Quand on réussit à accepter que le personnage a bel et bien été créé et qu’un film se concentre sur cette nouvelle Holmes, il faut ensuite passer par-dessus d’autres éléments tout aussi agaçants, en commençant par le bris constant du quatrième mur. Je n’ai rien contre un personnage qui s’adresse aux spectateurs lorsque le tout est bien rendu. Deadpool serait assurément moins charmant s’il ne nous parlait pas de Ryan Reynolds, par exemple. Dans la même veine, les explications sur la crise économique de 2008 dans The Big Short (et sur la politique dans Vice), sont presque nécessaires pour apprécier pleinement les deux films d’Adam McKay. Le problème avec Enola, c’est que cette narration est trop présente, tout en ne nous apprenant rien. Il n’est pas totalement pertinent de passer en revue les étapes du plan de son enquête, de nous raconter pourquoi elle n’a pas vu ses frères depuis longtemps, de nous dire qu’elle n’est pas à l’aise sur un vélo ou de nous expliquer plusieurs fois dans le film à quel point elle aime jouer avec les lettres et les mots. C’est là où le film rompt à mon avis avec un public adulte pour s’adresser davantage aux adolescent(e)s.

Millie Bobby Brown, que l’on a découverte dans Stranger Things, joue à perfection le rôle de la jeune détective rebelle. Il sera rafraîchissant que le film propose une histoire féministe, surtout pour l’époque à laquelle il prend place. À cet effet, la courte performance de Helena Bonham-Carter sera tout aussi bienvenue. Ensemble, elles seront redoutables, mais on aurait pu seulement accepter leurs talents inusités sans que le film prenne le temps de nous les expliquer l’un après l’autre. Il n’est absolument pas nécessaire de nous montrer en flashback qu’Enola a appris les rudiments du combat avec sa mère, par exemple. On se doute que son éducation atypique ait pu comprendre un tel volet. Henry Cavill, que l’on retrouve ici dans le rôle du fameux détective, est plutôt pâle en comparaison avec Benedict Cumberbatch, ou tout autre interprète du légendaire détective. On a droit ici à un Sherlock qui résout l’énigme après sa petite sœur, qui n’observe pas vraiment les détails des endroits où il se trouve et n’arrive à aucune conclusion pleine d’esprit qui fera sourire les spectateurs.
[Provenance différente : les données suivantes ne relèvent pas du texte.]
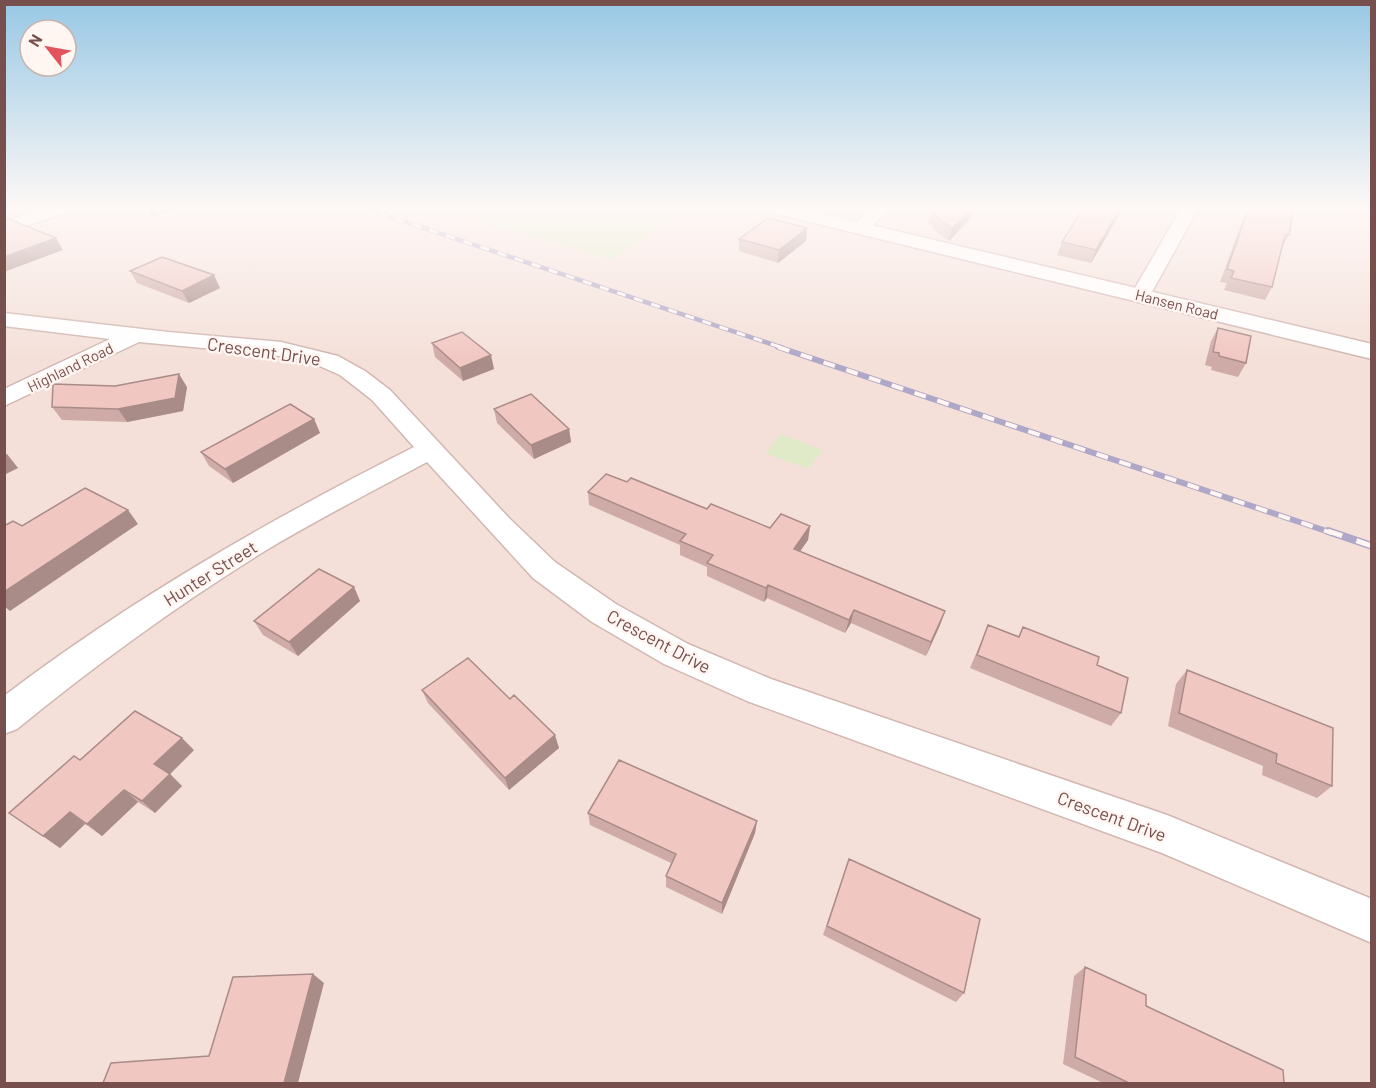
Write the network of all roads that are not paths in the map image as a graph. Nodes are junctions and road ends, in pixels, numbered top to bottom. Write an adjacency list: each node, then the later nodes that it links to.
1 (988, 258): 3 (street, Hansen Road)
2 (1162, 258): 3 (street)
3 (1141, 295): 6 (street, Hansen Road)
4 (4, 319): 5 (street, Crescent Drive)
5 (136, 335): 7 (street, Highland Road); 8 (street, Crescent Drive)
6 (1371, 352)
7 (4, 399)
8 (430, 450): 9 (street, Hunter Street); 10 (street, Crescent Drive)
9 (4, 718)
10 (1371, 921)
Par ailleurs, la représentation nettement plus émotive du détective a valu à Netflix et à Springer une poursuite de la part de la famille de Conan Doyle. Alors que l’accent est mis sur Enola, la capacité d’analyse caractéristique de la famille Holmes n’est pas utilisée pleinement dans le film, ce qui est particulièrement dommage, car cet élément est à la base de la série.

Enola Holmes nous plonge donc dans une enquête à laquelle on ne s’attache pas vraiment puisqu’on est constamment sorti de son univers par les nombreux clins d’œil à la caméra et les personnages qui ne ressemblent en rien aux originaux. On cherche ainsi pendant près de deux heures le charme caractéristique de l’univers, que l’on retrouvera seulement dans les incroyables décors et costumes d’époque. Il aurait été nettement plus intéressant de proposer une aventure de ce type sans coller le nom « Holmes » au personnage principal. À ce moment-là, on se serait retrouvé dans un Nancy Drew du XIXe siècle, ou encore dans quelque chose de totalement nouveau, ce qui aurait été bienvenu.